La pyramide des âges de Beaune en 1561 est très approximative car les années de naissance des habitants sont estimées. L'écart entre les hommes (51,9% des habitants) et les femmes (48,1%) reste inexpliqué car il dépasse largement le fait qu'il naît naturellement un peu plus de garçons que de filles. Au sommet de la pyramide de 1561 (au dessus de 40 ans), il y a un peu plus de femmes, et en particulier de veuves, que d'hommes car leur espérance de vie est un peu plus longue. En dessous de 41 ans, la pyramide est déséquilibrée en faveur des hommes, sauf pour la tranche d'âge des 21-30 ans. Faut-il y voir des femmes de Beaune qui se marient sur d'autres communes ou qui partent comme nourrices ou servantes ?  On peut aussi avancer que les lacunes dans les générations âgées de 11 à 20 ans sont peut-être liées à l’épidémie de peste de 1545 qui a particulièrement frappé Beaune (*). La pyramide de 1758 est celle d’une population qui amorce la transition démographique, la base est large car la population est jeune (44,5% des habitants ont moins de 20 ans) et le sommet est étroit (seulement 6,9% ont 60 ans et plus). En 1936, la pyramide est beaucoup plus étroite et plus étirée avec le vieillissement de la population (38,6% des habitants ont moins de 20 ans et 16,3% ont 60 ans et plus). Dans le détail on peut repérer les classes creuses de la Grande Guerre qui concernent les 18-19 ans.
La composition des feux que l’on peut observer montre que la famille nucléaire est le modèle dominant avec un couple ou un parent seul (en cas de veuvage) et ses enfants. La cohabitation de trois générations est rare car les petits-enfants et neveux représentent un peu plus de 9% des habitants des ménages en 1561 et 1936, et seulement 2,1% en 1758. La présence d’une belle-fille concerne 2,6% des habitants en 1561, 1,9% en 1758, mais 4,2% en 1936. La présence d’une mère, d’une sœur, d’une belle-sœur ou d’un non-parent du chef de ménage est l’exception.
Les recensements pour la gabelle du sel de 1561 et 1758 permettent d’apprécier la composition du bétail car les animaux sont taxés. En 1561, on recense 500 brebis, soit plus de 2 fois le nombre agrégé de 236 bovins (9 bœufs, 159 vaches, 68 mouges) et seulement 95 chèvres. Au niveau du cheptel ovin, 8 feux sur un total de 83 feux, possèdent de 20 à 24 brebis, soit 35,4% du total des brebis. Au niveau du cheptel bovin, 6 feux possèdent de 5 à 8 vaches, soit 23,3% du total des vaches et seulement 9 feux possèdent un bœuf. En 1758, la situation s’est inversée, on recense 312 bovins, soit 2 fois plus que les 149 ovins. Le nombre de chèvres se réduit à 29.

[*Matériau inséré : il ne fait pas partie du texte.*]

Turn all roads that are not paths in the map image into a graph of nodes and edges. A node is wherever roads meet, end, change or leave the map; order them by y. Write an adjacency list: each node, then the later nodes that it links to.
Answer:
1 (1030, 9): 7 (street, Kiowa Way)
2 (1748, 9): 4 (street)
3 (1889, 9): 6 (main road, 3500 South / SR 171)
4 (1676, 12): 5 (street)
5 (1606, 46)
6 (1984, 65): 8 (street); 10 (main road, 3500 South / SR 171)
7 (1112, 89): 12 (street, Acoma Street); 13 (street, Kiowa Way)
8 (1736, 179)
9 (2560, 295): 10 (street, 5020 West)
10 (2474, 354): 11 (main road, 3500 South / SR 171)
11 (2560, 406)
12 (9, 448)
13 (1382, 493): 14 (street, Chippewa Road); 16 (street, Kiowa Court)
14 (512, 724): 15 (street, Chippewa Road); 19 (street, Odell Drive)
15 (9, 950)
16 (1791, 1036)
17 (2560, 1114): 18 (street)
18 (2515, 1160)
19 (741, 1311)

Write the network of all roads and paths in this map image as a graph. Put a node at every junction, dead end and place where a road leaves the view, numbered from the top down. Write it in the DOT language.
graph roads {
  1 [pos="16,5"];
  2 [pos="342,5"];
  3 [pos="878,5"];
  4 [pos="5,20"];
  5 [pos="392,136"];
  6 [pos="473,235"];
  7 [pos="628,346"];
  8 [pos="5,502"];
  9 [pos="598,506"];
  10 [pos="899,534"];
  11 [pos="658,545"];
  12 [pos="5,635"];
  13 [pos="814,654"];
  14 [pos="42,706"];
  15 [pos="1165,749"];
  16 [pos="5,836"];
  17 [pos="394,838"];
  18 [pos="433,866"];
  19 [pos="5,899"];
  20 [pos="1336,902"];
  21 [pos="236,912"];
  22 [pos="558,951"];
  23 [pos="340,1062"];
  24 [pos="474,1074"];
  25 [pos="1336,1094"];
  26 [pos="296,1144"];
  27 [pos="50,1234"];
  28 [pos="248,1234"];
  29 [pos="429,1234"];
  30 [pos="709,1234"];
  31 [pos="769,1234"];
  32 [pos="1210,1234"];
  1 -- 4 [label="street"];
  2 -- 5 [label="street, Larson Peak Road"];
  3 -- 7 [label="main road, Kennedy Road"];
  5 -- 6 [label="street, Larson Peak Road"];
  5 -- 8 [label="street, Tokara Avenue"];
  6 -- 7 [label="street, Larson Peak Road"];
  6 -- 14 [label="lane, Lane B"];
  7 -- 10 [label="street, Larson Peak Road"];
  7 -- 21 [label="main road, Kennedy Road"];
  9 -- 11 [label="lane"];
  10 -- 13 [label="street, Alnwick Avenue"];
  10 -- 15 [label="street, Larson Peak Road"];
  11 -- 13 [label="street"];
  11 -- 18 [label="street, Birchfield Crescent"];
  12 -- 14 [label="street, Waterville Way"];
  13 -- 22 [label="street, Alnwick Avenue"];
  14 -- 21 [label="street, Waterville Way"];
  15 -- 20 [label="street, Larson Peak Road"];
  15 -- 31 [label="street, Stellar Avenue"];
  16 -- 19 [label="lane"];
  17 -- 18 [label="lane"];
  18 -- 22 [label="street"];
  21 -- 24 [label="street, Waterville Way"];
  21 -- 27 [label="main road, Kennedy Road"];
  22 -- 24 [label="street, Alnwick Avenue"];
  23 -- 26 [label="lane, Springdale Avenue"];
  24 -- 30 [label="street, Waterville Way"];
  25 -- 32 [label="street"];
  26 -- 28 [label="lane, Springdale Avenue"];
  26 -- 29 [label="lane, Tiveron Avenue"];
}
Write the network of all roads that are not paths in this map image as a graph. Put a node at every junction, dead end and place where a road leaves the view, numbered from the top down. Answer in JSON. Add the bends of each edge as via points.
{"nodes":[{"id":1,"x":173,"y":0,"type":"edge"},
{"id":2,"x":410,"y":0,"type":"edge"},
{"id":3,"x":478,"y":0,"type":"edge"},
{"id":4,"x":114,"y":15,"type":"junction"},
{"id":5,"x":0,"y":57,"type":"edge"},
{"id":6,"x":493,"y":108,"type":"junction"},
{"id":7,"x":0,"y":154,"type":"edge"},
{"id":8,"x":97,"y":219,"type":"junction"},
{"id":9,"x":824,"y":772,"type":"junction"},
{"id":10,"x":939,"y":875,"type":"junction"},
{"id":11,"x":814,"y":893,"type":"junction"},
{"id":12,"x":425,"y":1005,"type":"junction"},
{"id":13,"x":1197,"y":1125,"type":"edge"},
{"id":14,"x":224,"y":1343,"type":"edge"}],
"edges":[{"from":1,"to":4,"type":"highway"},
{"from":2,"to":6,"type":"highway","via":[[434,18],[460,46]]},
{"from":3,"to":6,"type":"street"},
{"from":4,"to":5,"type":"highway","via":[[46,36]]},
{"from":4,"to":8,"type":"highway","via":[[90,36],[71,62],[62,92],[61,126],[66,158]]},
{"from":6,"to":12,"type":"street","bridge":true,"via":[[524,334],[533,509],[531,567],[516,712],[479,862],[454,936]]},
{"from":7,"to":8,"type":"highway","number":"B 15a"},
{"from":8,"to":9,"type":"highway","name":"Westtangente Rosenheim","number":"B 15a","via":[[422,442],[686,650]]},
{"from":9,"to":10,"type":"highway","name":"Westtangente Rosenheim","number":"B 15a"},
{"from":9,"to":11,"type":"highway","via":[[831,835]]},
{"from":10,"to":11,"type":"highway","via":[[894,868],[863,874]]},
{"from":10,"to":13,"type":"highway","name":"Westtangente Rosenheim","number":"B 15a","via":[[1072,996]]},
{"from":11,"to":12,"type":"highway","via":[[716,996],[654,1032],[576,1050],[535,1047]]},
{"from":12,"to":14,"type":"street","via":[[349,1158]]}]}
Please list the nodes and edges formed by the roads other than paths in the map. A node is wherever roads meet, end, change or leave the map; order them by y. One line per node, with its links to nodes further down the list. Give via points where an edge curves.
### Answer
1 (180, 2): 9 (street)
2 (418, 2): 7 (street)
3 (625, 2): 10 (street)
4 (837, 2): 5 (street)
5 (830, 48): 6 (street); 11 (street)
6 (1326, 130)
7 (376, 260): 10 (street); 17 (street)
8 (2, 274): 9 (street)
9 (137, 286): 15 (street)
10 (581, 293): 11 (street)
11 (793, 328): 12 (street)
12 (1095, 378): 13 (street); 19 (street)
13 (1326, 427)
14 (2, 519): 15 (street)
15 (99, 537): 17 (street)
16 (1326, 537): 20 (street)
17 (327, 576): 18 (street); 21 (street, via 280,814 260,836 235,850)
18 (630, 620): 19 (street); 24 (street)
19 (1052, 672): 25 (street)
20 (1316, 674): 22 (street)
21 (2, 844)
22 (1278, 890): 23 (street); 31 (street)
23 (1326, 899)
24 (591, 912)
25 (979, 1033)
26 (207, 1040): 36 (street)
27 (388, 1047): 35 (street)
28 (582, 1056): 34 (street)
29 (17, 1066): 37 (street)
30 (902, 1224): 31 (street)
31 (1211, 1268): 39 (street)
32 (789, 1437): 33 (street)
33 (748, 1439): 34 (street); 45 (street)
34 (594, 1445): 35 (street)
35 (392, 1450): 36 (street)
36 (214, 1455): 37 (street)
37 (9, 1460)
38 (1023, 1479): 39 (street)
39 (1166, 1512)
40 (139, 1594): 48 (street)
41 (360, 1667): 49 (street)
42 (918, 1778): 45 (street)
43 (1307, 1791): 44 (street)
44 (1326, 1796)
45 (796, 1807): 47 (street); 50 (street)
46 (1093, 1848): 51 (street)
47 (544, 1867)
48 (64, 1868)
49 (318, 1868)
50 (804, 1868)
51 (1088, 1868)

Le recensement de 1936 fournit l’activité professionnelle de la population qui est celle d’un village de montagne marqué par l’exode rural qui se poursuit depuis 1896 : sur 166 habitants, 121 déclarent une profession qui pour 97% d’entre eux est celle de cultivateur. En dehors des actifs de la terre, on trouve le curé, une ménagère et deux salariés composés de l’instituteur de la commune et du surveillant des eaux et forêts. Il n’y a pas de retraités déclarés, en conséquence les inactifs sont les enfants de moins de 14 ans (26% du total des habitants).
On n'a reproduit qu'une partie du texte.